Will unlimited money printing cause inflation?
To many, the prospect of inflation in the short-term looks unlikely. As things stand, we’re in a deflationary period due to an oversupply of consumer goods and services – airlines, retailers, and hospitality are good examples. In the UK, annual inflation was 0.6% in June, a shade higher than May’s reading (which was a four-year low), and well below the official 2% target. However, there’s a confluence of factors that could drive inflation up in the not-too-distant future.

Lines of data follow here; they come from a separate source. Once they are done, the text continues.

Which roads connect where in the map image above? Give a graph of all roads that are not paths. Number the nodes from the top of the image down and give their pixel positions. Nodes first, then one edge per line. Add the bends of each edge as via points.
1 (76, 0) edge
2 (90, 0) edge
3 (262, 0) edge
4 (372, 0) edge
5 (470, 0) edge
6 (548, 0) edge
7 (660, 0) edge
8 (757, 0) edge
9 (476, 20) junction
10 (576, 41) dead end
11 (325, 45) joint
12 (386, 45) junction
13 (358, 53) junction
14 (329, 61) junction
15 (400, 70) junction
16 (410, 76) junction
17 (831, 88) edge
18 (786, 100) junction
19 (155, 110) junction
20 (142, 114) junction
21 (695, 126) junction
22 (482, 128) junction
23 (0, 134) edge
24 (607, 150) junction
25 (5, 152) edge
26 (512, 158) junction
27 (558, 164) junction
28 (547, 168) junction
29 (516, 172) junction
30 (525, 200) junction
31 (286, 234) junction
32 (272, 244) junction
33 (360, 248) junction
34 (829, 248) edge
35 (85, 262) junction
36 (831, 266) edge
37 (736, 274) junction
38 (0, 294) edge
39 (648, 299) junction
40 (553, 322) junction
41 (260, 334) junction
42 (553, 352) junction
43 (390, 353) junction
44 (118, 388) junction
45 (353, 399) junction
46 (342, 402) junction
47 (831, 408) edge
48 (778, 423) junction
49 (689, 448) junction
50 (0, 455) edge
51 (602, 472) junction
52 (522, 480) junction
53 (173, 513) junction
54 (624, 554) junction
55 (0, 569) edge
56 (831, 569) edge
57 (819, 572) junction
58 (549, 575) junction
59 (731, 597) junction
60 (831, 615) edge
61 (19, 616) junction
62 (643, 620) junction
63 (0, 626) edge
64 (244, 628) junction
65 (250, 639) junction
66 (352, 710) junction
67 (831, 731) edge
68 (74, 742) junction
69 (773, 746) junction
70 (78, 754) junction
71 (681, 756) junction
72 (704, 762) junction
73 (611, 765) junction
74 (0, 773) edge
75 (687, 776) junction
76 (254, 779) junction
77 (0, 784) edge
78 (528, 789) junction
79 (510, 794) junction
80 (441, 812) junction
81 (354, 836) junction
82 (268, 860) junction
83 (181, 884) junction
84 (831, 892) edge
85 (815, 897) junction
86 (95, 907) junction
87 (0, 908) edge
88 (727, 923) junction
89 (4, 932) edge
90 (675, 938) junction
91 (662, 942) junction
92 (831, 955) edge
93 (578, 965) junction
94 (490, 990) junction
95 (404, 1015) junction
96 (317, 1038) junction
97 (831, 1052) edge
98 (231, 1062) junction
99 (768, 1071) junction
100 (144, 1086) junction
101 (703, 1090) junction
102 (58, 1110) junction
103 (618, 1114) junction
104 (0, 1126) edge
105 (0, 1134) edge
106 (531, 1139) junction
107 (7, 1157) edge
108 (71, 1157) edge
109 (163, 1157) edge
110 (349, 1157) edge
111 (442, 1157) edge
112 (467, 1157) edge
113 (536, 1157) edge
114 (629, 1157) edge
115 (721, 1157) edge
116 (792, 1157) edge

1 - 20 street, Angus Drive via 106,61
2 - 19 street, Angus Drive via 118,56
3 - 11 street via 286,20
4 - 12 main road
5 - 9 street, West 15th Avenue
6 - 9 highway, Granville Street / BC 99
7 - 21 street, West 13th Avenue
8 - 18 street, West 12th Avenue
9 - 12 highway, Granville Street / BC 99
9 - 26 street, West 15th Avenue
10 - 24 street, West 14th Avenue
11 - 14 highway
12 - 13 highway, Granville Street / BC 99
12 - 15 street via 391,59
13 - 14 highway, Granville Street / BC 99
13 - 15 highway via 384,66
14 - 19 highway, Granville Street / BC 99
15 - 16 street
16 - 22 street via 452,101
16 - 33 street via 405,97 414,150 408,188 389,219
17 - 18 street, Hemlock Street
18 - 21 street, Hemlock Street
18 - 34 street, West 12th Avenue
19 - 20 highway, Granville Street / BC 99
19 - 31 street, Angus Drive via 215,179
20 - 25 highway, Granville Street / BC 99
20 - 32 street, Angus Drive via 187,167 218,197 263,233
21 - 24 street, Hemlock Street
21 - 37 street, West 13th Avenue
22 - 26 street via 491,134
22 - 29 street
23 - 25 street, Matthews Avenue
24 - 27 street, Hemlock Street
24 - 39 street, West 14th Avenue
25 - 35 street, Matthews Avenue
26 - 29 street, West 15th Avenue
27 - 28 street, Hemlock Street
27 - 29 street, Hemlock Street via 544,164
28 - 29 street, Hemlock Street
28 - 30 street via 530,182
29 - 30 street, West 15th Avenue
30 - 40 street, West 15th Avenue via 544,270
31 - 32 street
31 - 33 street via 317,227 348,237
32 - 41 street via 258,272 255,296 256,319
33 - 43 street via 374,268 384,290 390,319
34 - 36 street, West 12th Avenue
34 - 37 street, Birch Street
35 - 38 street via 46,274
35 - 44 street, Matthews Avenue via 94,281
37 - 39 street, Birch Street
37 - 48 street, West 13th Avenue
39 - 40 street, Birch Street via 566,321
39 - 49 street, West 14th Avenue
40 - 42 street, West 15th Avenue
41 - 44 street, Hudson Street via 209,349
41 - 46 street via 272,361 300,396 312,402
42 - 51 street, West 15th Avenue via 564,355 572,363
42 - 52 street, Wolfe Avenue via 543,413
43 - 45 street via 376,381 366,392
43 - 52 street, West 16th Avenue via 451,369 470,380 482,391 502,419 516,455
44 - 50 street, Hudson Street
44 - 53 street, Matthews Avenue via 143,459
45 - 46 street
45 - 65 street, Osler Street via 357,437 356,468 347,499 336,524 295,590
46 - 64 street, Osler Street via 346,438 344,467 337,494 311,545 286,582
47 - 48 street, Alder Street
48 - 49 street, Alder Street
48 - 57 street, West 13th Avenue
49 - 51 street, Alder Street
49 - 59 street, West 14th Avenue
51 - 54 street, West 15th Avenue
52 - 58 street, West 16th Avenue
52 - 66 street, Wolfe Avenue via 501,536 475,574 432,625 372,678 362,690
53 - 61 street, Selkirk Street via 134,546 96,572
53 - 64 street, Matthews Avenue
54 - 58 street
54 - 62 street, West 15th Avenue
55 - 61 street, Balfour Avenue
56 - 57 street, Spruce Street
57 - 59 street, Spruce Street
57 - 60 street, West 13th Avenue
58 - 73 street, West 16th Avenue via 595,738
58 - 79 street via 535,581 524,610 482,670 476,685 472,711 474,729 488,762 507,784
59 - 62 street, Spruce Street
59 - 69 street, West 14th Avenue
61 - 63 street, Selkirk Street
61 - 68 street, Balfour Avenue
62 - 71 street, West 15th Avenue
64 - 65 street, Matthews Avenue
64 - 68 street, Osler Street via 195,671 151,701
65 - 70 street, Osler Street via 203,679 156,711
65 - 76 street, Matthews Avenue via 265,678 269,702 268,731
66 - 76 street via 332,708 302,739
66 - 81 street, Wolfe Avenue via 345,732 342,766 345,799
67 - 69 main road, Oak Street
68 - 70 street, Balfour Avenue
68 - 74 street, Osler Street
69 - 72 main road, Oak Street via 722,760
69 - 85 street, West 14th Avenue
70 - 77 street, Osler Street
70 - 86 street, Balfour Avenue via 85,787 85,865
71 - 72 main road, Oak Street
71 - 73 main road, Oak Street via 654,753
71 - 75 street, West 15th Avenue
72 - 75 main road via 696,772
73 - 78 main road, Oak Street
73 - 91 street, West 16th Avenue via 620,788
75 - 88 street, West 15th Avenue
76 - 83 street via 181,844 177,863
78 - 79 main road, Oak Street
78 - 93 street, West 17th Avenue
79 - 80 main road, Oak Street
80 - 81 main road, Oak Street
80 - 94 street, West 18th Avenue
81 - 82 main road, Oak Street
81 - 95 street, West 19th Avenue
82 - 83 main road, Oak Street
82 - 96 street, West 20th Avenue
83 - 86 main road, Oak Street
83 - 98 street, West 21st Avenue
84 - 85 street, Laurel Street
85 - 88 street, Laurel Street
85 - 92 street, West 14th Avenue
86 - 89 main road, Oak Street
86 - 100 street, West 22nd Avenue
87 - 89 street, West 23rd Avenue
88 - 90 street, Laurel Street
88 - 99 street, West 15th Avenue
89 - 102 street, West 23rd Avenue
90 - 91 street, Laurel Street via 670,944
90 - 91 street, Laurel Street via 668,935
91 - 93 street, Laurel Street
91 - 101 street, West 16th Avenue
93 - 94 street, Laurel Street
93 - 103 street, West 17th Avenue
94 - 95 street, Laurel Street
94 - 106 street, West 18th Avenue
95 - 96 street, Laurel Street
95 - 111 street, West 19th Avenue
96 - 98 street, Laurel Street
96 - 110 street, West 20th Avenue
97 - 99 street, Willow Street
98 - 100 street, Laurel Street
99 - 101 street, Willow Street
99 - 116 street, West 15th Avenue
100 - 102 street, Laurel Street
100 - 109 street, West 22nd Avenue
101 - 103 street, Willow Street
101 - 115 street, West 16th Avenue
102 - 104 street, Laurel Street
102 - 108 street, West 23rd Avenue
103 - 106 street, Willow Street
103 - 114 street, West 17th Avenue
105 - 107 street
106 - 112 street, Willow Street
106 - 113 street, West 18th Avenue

The first factor to consider is the money injections that have been used to rescue the economy. These are nothing new, being used in the global financial crisis in 2008 as central banks expanded the size of their balance sheets through the purchase of debt. What’s different this time is that the public are also on the receiving end of the authorities’ largesse. In the UK, government spending is set to exceed £300bn by the end of this financial year. That compares to the budgeted figure of £55bn, planned before Covid-19 struck. US government borrowing has also been stratospheric, increasing the country’s budget deficit by $864bn in June alone, and on track to reach a record $3.7tr deficit in fiscal 2020. Overall, a staggering amount of new money has been created as a result of government interventions worldwide.
Fiscal and monetary easing alone would spark concern about inflation, but the pandemic has also exposed the fragility of corporate supply chains, with companies relying on goods and labour from China especially vulnerable. Simultaneously, relations between the US and China have soured, casting doubt on whether ‘phase one’ of the trade accord signed in January will be delivered. It is not just the US that is stepping back from relationships with China – earlier in July, the British government ruled that Huawei equipment should be excluded from the 5G market in the UK. If companies shift even part of their manufacturing from China, significant adjustments will be required, inevitably increasing costs which, in turn, would push the prices of finished goods up; that’s inflation.
In the longer term, there will undoubtedly be more money chasing fewer, more expensive, goods. If, and when, inflation does resurface, gold should be the inflation hedge it has traditionally been. Meanwhile, we are keeping a watchful eye on the latest developments, and those companies that can adapt and thrive the ‘new normal’.